PROVIDED DATA Block Start

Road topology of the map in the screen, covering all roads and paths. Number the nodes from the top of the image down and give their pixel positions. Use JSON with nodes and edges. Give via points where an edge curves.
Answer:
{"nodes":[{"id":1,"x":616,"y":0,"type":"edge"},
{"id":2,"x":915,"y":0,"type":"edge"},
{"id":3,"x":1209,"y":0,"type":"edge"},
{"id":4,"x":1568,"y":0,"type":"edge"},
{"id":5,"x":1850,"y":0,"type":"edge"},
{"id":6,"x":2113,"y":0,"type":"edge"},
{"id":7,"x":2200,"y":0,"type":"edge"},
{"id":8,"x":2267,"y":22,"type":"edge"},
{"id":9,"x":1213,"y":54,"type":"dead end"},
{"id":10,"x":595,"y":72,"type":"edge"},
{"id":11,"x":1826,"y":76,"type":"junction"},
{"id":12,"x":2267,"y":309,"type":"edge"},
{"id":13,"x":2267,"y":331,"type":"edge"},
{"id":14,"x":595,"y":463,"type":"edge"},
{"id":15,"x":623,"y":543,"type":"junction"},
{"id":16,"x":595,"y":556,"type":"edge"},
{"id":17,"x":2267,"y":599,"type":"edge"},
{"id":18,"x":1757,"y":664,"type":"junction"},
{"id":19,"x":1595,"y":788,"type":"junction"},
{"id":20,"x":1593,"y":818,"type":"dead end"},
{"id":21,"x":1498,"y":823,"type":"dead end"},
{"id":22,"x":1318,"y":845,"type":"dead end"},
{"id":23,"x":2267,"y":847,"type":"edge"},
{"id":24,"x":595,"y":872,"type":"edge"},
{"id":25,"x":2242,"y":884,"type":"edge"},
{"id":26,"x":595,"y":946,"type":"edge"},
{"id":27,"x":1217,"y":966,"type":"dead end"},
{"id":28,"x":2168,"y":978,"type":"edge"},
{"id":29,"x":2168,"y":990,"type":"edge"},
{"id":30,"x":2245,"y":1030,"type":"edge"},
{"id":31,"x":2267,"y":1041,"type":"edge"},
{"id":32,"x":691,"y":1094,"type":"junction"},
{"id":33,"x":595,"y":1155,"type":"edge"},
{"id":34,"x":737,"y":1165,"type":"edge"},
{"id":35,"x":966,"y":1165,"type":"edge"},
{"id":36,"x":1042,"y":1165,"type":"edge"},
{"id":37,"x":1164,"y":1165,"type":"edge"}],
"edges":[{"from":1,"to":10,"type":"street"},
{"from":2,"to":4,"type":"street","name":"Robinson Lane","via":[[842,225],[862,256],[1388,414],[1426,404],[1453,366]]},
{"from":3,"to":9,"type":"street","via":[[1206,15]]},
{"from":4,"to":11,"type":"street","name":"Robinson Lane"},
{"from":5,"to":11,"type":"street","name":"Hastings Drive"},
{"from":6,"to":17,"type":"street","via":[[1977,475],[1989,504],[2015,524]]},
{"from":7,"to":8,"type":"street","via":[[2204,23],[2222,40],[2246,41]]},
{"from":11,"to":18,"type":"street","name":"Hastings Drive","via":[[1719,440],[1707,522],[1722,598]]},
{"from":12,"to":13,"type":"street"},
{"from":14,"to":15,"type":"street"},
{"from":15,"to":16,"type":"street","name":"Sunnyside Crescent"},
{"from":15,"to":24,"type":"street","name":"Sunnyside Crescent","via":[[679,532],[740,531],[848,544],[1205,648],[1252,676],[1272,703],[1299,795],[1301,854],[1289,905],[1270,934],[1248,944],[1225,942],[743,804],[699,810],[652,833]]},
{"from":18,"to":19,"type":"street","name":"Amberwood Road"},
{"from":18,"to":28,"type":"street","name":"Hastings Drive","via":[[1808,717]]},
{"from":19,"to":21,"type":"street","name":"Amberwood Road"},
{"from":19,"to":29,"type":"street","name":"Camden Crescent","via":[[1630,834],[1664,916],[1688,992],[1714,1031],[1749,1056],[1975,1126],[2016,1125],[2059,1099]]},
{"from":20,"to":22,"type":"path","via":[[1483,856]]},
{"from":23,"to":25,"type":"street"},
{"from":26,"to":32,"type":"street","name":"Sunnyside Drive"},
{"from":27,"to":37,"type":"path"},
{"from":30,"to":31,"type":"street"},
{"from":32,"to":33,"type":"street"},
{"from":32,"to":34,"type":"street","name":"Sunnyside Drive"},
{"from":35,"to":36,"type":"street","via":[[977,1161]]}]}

PROVIDED DATA Block End

EXERCISE PROMPT –
Keep every word the same. Retype all the material.

SOLUTION –
Road topology of the map in the screen, covering all roads and paths. Number the nodes from the top of the image down and give their pixel positions. Use JSON with nodes and edges. Give via points where an edge curves.
Answer:
{"nodes":[{"id":1,"x":616,"y":0,"type":"edge"},
{"id":2,"x":915,"y":0,"type":"edge"},
{"id":3,"x":1209,"y":0,"type":"edge"},
{"id":4,"x":1568,"y":0,"type":"edge"},
{"id":5,"x":1850,"y":0,"type":"edge"},
{"id":6,"x":2113,"y":0,"type":"edge"},
{"id":7,"x":2200,"y":0,"type":"edge"},
{"id":8,"x":2267,"y":22,"type":"edge"},
{"id":9,"x":1213,"y":54,"type":"dead end"},
{"id":10,"x":595,"y":72,"type":"edge"},
{"id":11,"x":1826,"y":76,"type":"junction"},
{"id":12,"x":2267,"y":309,"type":"edge"},
{"id":13,"x":2267,"y":331,"type":"edge"},
{"id":14,"x":595,"y":463,"type":"edge"},
{"id":15,"x":623,"y":543,"type":"junction"},
{"id":16,"x":595,"y":556,"type":"edge"},
{"id":17,"x":2267,"y":599,"type":"edge"},
{"id":18,"x":1757,"y":664,"type":"junction"},
{"id":19,"x":1595,"y":788,"type":"junction"},
{"id":20,"x":1593,"y":818,"type":"dead end"},
{"id":21,"x":1498,"y":823,"type":"dead end"},
{"id":22,"x":1318,"y":845,"type":"dead end"},
{"id":23,"x":2267,"y":847,"type":"edge"},
{"id":24,"x":595,"y":872,"type":"edge"},
{"id":25,"x":2242,"y":884,"type":"edge"},
{"id":26,"x":595,"y":946,"type":"edge"},
{"id":27,"x":1217,"y":966,"type":"dead end"},
{"id":28,"x":2168,"y":978,"type":"edge"},
{"id":29,"x":2168,"y":990,"type":"edge"},
{"id":30,"x":2245,"y":1030,"type":"edge"},
{"id":31,"x":2267,"y":1041,"type":"edge"},
{"id":32,"x":691,"y":1094,"type":"junction"},
{"id":33,"x":595,"y":1155,"type":"edge"},
{"id":34,"x":737,"y":1165,"type":"edge"},
{"id":35,"x":966,"y":1165,"type":"edge"},
{"id":36,"x":1042,"y":1165,"type":"edge"},
{"id":37,"x":1164,"y":1165,"type":"edge"}],
"edges":[{"from":1,"to":10,"type":"street"},
{"from":2,"to":4,"type":"street","name":"Robinson Lane","via":[[842,225],[862,256],[1388,414],[1426,404],[1453,366]]},
{"from":3,"to":9,"type":"street","via":[[1206,15]]},
{"from":4,"to":11,"type":"street","name":"Robinson Lane"},
{"from":5,"to":11,"type":"street","name":"Hastings Drive"},
{"from":6,"to":17,"type":"street","via":[[1977,475],[1989,504],[2015,524]]},
{"from":7,"to":8,"type":"street","via":[[2204,23],[2222,40],[2246,41]]},
{"from":11,"to":18,"type":"street","name":"Hastings Drive","via":[[1719,440],[1707,522],[1722,598]]},
{"from":12,"to":13,"type":"street"},
{"from":14,"to":15,"type":"street"},
{"from":15,"to":16,"type":"street","name":"Sunnyside Crescent"},
{"from":15,"to":24,"type":"street","name":"Sunnyside Crescent","via":[[679,532],[740,531],[848,544],[1205,648],[1252,676],[1272,703],[1299,795],[1301,854],[1289,905],[1270,934],[1248,944],[1225,942],[743,804],[699,810],[652,833]]},
{"from":18,"to":19,"type":"street","name":"Amberwood Road"},
{"from":18,"to":28,"type":"street","name":"Hastings Drive","via":[[1808,717]]},
{"from":19,"to":21,"type":"street","name":"Amberwood Road"},
{"from":19,"to":29,"type":"street","name":"Camden Crescent","via":[[1630,834],[1664,916],[1688,992],[1714,1031],[1749,1056],[1975,1126],[2016,1125],[2059,1099]]},
{"from":20,"to":22,"type":"path","via":[[1483,856]]},
{"from":23,"to":25,"type":"street"},
{"from":26,"to":32,"type":"street","name":"Sunnyside Drive"},
{"from":27,"to":37,"type":"path"},
{"from":30,"to":31,"type":"street"},
{"from":32,"to":33,"type":"street"},
{"from":32,"to":34,"type":"street","name":"Sunnyside Drive"},
{"from":35,"to":36,"type":"street","via":[[977,1161]]}]}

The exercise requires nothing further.